--- Given entries Enclosed Below ---

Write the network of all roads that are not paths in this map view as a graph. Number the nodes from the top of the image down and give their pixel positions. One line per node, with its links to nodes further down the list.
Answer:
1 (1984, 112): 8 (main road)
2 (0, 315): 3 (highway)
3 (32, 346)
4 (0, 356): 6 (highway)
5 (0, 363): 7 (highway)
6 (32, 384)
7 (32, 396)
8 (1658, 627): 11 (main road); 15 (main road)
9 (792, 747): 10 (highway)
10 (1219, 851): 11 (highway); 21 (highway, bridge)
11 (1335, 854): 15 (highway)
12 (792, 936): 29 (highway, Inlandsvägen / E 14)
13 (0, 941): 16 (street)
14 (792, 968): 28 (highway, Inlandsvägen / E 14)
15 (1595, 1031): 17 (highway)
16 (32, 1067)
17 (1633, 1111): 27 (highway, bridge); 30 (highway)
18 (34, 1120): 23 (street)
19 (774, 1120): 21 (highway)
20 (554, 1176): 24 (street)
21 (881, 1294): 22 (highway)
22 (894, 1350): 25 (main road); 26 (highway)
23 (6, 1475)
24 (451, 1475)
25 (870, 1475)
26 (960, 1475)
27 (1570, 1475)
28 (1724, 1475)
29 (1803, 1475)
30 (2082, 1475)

--- End of Enclosed Given entries ---

Exercise details »
Without changing anything, repeat every record above.

Result for this exercise »
Write the network of all roads that are not paths in this map view as a graph. Number the nodes from the top of the image down and give their pixel positions. One line per node, with its links to nodes further down the list.
Answer:
1 (1984, 112): 8 (main road)
2 (0, 315): 3 (highway)
3 (32, 346)
4 (0, 356): 6 (highway)
5 (0, 363): 7 (highway)
6 (32, 384)
7 (32, 396)
8 (1658, 627): 11 (main road); 15 (main road)
9 (792, 747): 10 (highway)
10 (1219, 851): 11 (highway); 21 (highway, bridge)
11 (1335, 854): 15 (highway)
12 (792, 936): 29 (highway, Inlandsvägen / E 14)
13 (0, 941): 16 (street)
14 (792, 968): 28 (highway, Inlandsvägen / E 14)
15 (1595, 1031): 17 (highway)
16 (32, 1067)
17 (1633, 1111): 27 (highway, bridge); 30 (highway)
18 (34, 1120): 23 (street)
19 (774, 1120): 21 (highway)
20 (554, 1176): 24 (street)
21 (881, 1294): 22 (highway)
22 (894, 1350): 25 (main road); 26 (highway)
23 (6, 1475)
24 (451, 1475)
25 (870, 1475)
26 (960, 1475)
27 (1570, 1475)
28 (1724, 1475)
29 (1803, 1475)
30 (2082, 1475)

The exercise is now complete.